:: Exercise description ::
Please state the number of lines in the entries below where the word "view" appears. Include nothing else.

[[ The input, beginning ]]

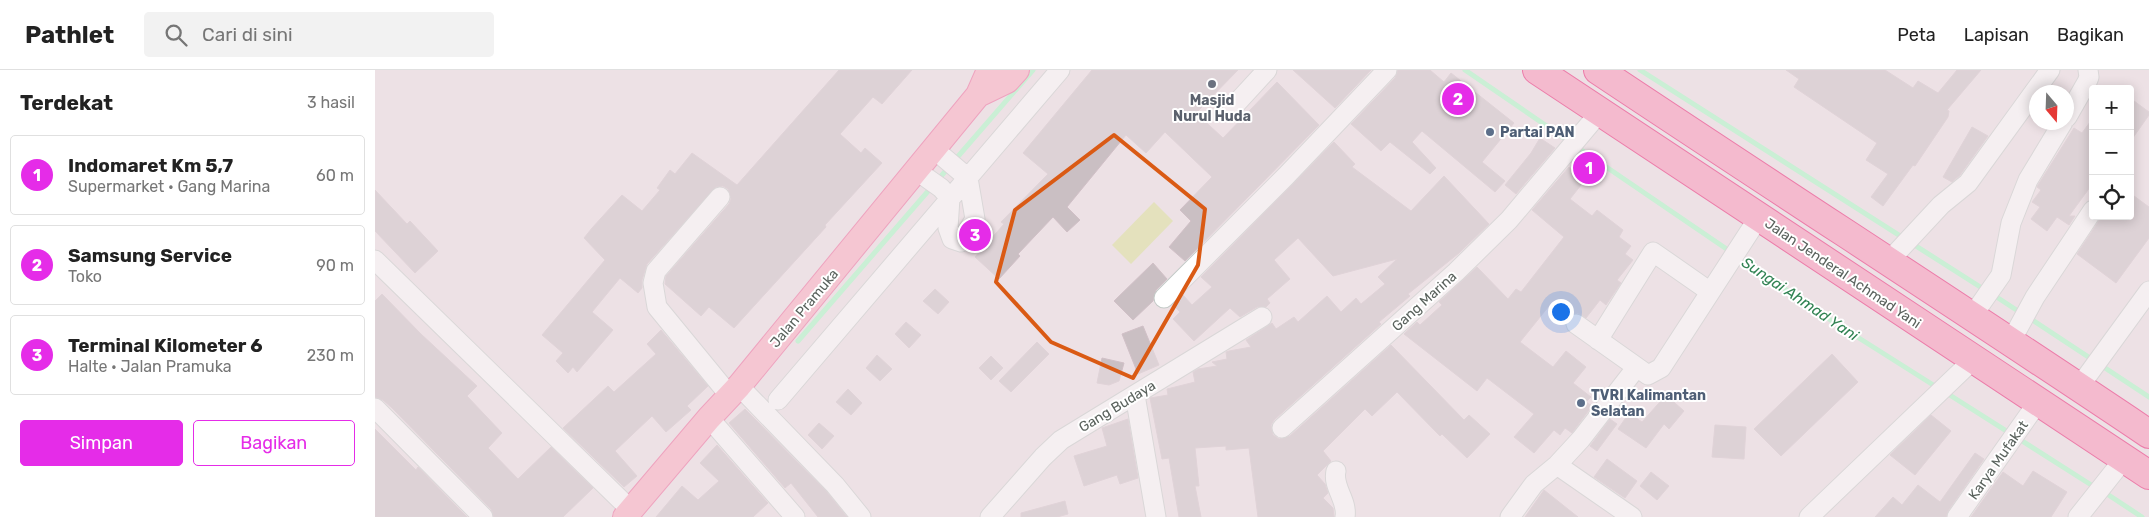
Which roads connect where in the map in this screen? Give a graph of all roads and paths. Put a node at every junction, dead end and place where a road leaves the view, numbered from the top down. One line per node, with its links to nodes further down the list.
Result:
1 (989, 70): 10 (main road, Jalan Pramuka)
2 (1017, 70): 10 (main road, Jalan Pramuka)
3 (1060, 70): 17 (street)
4 (1267, 70): 12 (street)
5 (1387, 70): 28 (street)
6 (1537, 70): 13 (highway, Jalan Jenderal Achmad Yani)
7 (1598, 70): 15 (highway)
8 (2050, 70): 24 (street)
9 (2088, 70): 11 (street)
10 (978, 95): 17 (main road, Jalan Pramuka)
11 (2074, 105)
12 (1232, 108)
13 (1600, 112): 18 (highway, Jalan Jenderal Achmad Yani); 43 (street, Gang Marina)
14 (2058, 130): 29 (street)
15 (1699, 137): 16 (highway); 18 (highway)
16 (1728, 155): 20 (highway); 24 (highway)
17 (952, 164): 19 (main road, Jalan Pramuka); 19 (street); 19 (street)
18 (1683, 165): 20 (highway, Jalan Jenderal Achmad Yani)
19 (935, 184): 37 (main road, Jalan Pramuka); 39 (street)
20 (1710, 184): 23 (highway, Jalan Jenderal Achmad Yani)
21 (720, 197): 37 (street)
22 (2089, 216): 32 (street)
23 (1759, 217): 26 (street); 34 (highway, Jalan Jenderal Achmad Yani)
24 (1895, 255): 29 (highway)
25 (375, 260): 51 (street)
26 (1709, 291): 33 (street); 35 (street)
27 (2149, 291): 36 (street)
28 (1164, 298)
29 (1978, 307): 32 (highway)
30 (1262, 317): 38 (street, Gang Budaya)
31 (1576, 324): 33 (street)
32 (2016, 332): 36 (highway)
33 (1598, 340): 35 (street)
34 (1974, 360): 40 (highway, Jalan Jenderal Achmad Yani); 60 (street)
35 (1636, 368): 46 (street)
36 (2086, 378): 44 (highway)
37 (735, 391): 42 (main road, Jalan Pramuka); 54 (street)
38 (1135, 395): 49 (street, Gang Budaya); 56 (street)
39 (779, 400)
40 (2038, 402): 45 (highway, Jalan Jenderal Achmad Yani); 61 (street, Karya Mufakat)
41 (375, 408): 52 (street)
42 (709, 418): 51 (main road, Jalan Pramuka); 53 (street)
43 (1282, 428)
44 (2149, 434)
45 (2124, 459): 48 (highway, Jalan Jenderal Achmad Yani); 50 (street)
46 (1557, 464): 58 (street); 59 (street)
47 (1335, 471): 57 (street)
48 (2149, 475)
49 (1005, 509): 55 (street, Gang Budaya)
50 (2083, 510)
51 (628, 515)
52 (483, 517)
53 (795, 517)
54 (861, 517)
55 (990, 517)
56 (1156, 517)
57 (1345, 517)
58 (1510, 517)
59 (1632, 517)
60 (1809, 517)
61 (1957, 517)

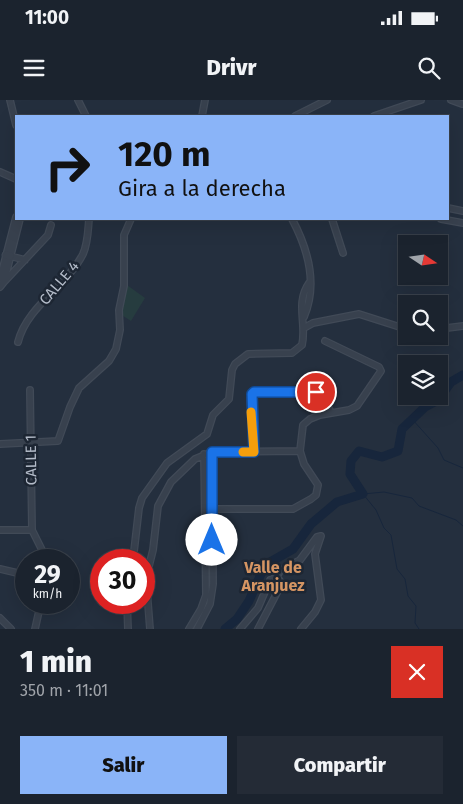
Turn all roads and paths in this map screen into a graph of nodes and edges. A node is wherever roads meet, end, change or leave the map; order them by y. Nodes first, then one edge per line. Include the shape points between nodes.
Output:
1 (10, 100) edge
2 (78, 100) edge
3 (205, 100) edge
4 (327, 100) edge
5 (421, 100) edge
6 (451, 100) edge
7 (463, 106) edge
8 (86, 115) edge
9 (202, 115) edge
10 (297, 115) edge
11 (377, 115) edge
12 (15, 121) edge
13 (0, 172) edge
14 (15, 179) edge
15 (449, 208) edge
16 (463, 211) edge
17 (15, 220) edge
18 (20, 220) edge
19 (89, 220) edge
20 (131, 220) edge
21 (292, 220) edge
22 (332, 220) edge
23 (446, 220) edge
24 (463, 223) edge
25 (51, 224) dead end
26 (343, 253) dead end
27 (8, 255) junction
28 (25, 260) junction
29 (1, 283) edge
30 (398, 326) edge
31 (463, 326) edge
32 (448, 327) edge
33 (304, 328) junction
34 (325, 341) dead end
35 (18, 342) dead end
36 (30, 390) dead end
37 (330, 411) junction
38 (30, 442) junction
39 (0, 444) edge
40 (212, 452) junction
41 (254, 452) junction
42 (300, 452) junction
43 (204, 454) junction
44 (209, 509) junction
45 (0, 530) edge
46 (32, 530) junction
47 (42, 549) edge
48 (134, 549) edge
49 (0, 569) edge
50 (15, 572) edge
51 (277, 578) junction
52 (38, 614) edge
53 (127, 614) edge
54 (0, 618) edge
55 (11, 629) edge
56 (35, 629) edge
57 (128, 629) edge
58 (150, 629) edge
59 (189, 629) edge
60 (197, 629) edge
61 (240, 629) edge
62 (258, 629) edge
63 (301, 629) edge

1 - 12 street
2 - 8 street
3 - 9 street
4 - 10 street
5 - 11 street
6 - 7 street
13 - 14 street
15 - 16 street
17 - 27 street
18 - 27 street
19 - 35 street, CALLE 4 via 86,242 79,259 27,323
20 - 38 street via 124,235 124,286 119,310 120,330 113,356 79,388 58,441
21 - 33 street via 309,260
22 - 26 street
23 - 24 street
25 - 28 street via 48,235
27 - 28 street
27 - 29 street
28 - 29 street
30 - 33 street via 359,314 313,323
31 - 32 street
33 - 48 street via 302,345 296,351 248,354 235,364 229,399 213,415 207,434 167,463 142,498
34 - 37 street via 379,367 381,371 357,406
36 - 38 street, CALLE 1
37 - 41 street via 324,396 316,392 254,392 250,398
37 - 42 street via 304,423
38 - 39 street
38 - 46 street, CALLE 1
40 - 41 street
40 - 43 street
40 - 44 street
41 - 42 street
42 - 44 street via 318,485 316,494 307,503 289,510
43 - 44 street
43 - 58 street via 179,473 158,506 146,578
44 - 59 street via 206,595
44 - 60 street via 212,598
45 - 46 street
46 - 47 street
49 - 50 street
51 - 61 street via 270,580 258,608
51 - 62 street via 280,587
51 - 63 street via 280,571 300,560 321,536 315,554 321,600
52 - 56 street
53 - 57 street
54 - 55 street

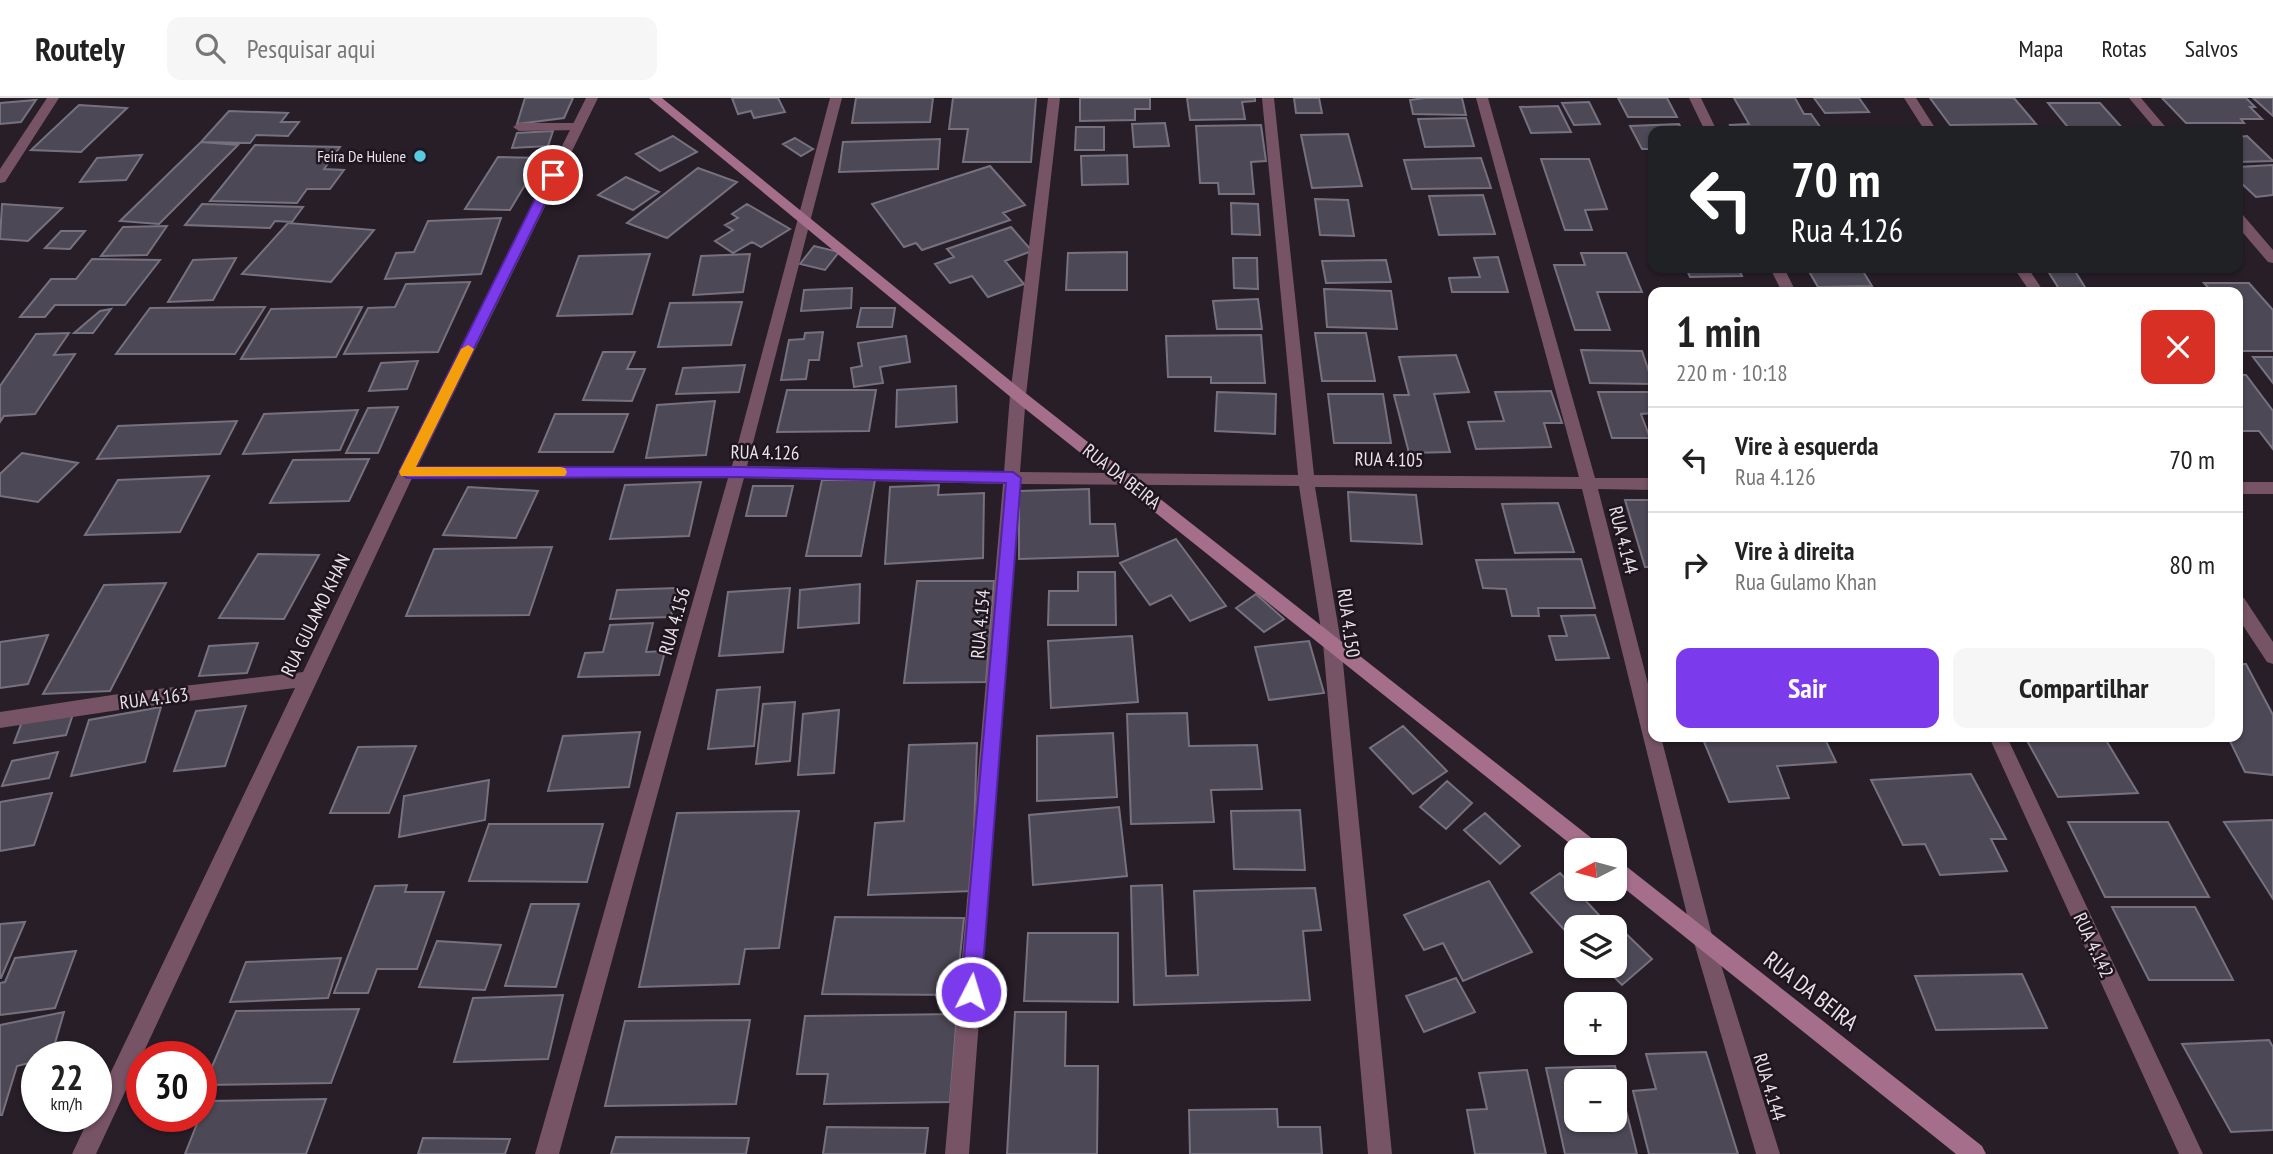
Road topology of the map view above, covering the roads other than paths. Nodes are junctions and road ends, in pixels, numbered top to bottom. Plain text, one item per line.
1 (53, 98) edge
2 (592, 98) edge
3 (655, 98) edge
4 (836, 98) edge
5 (1054, 98) edge
6 (1268, 98) edge
7 (1482, 98) edge
8 (1695, 98) edge
9 (1910, 98) edge
10 (2135, 98) edge
11 (1709, 126) edge
12 (1928, 126) edge
13 (2160, 126) edge
14 (519, 127) dead end
15 (577, 127) junction
16 (0, 179) edge
17 (803, 217) junction
18 (2243, 224) edge
19 (2273, 259) edge
20 (1018, 395) junction
21 (407, 472) junction
22 (738, 472) junction
23 (1124, 477) junction
24 (1013, 478) junction
25 (1306, 479) junction
26 (1588, 482) junction
27 (1648, 484) edge
28 (2243, 488) edge
29 (2273, 488) edge
30 (2243, 611) edge
31 (1332, 643) junction
32 (2273, 657) edge
33 (308, 679) junction
34 (0, 720) edge
35 (1648, 720) edge
36 (1653, 742) edge
37 (2000, 742) edge
38 (1577, 838) edge
39 (1628, 879) edge
40 (1703, 939) junction
41 (84, 1154) edge
42 (547, 1154) edge
43 (957, 1154) edge
44 (1380, 1154) edge
45 (1768, 1154) edge
46 (1974, 1154) edge
47 (2190, 1154) edge

1 - 16 street
2 - 15 street, RUA GULAMO KHAN
3 - 17 main road, RUA DA BEIRA
4 - 17 street, RUA 4.156
5 - 20 street, RUA 4.154
6 - 25 street, RUA 4.150
7 - 26 street, RUA 4.144
8 - 11 street
9 - 12 street
10 - 13 street
14 - 15 street
15 - 21 street, RUA GULAMO KHAN
17 - 20 main road, RUA DA BEIRA
17 - 22 street, RUA 4.156
18 - 19 street
20 - 23 main road, RUA DA BEIRA
20 - 24 street, RUA 4.154
21 - 22 street, RUA 4.126
21 - 33 street, RUA GULAMO KHAN
22 - 24 street, RUA 4.126
22 - 42 street, RUA 4.156
23 - 24 street, RUA 4.126
23 - 25 street, RUA 4.105
23 - 31 main road, RUA DA BEIRA
24 - 43 street, RUA 4.154
25 - 26 street, RUA 4.105
25 - 31 street, RUA 4.150
26 - 27 street, RUA 4.105
26 - 35 street, RUA 4.144
28 - 29 street
30 - 32 street
31 - 38 main road, RUA DA BEIRA
31 - 44 street, RUA 4.150
33 - 34 street, RUA 4.163
33 - 41 street, RUA GULAMO KHAN
36 - 40 street, RUA 4.144
37 - 47 street, RUA 4.142
39 - 40 main road, RUA DA BEIRA
40 - 45 street, RUA 4.144
40 - 46 main road, RUA DA BEIRA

[[ The input, end ]]

:: Completed exercise ::
2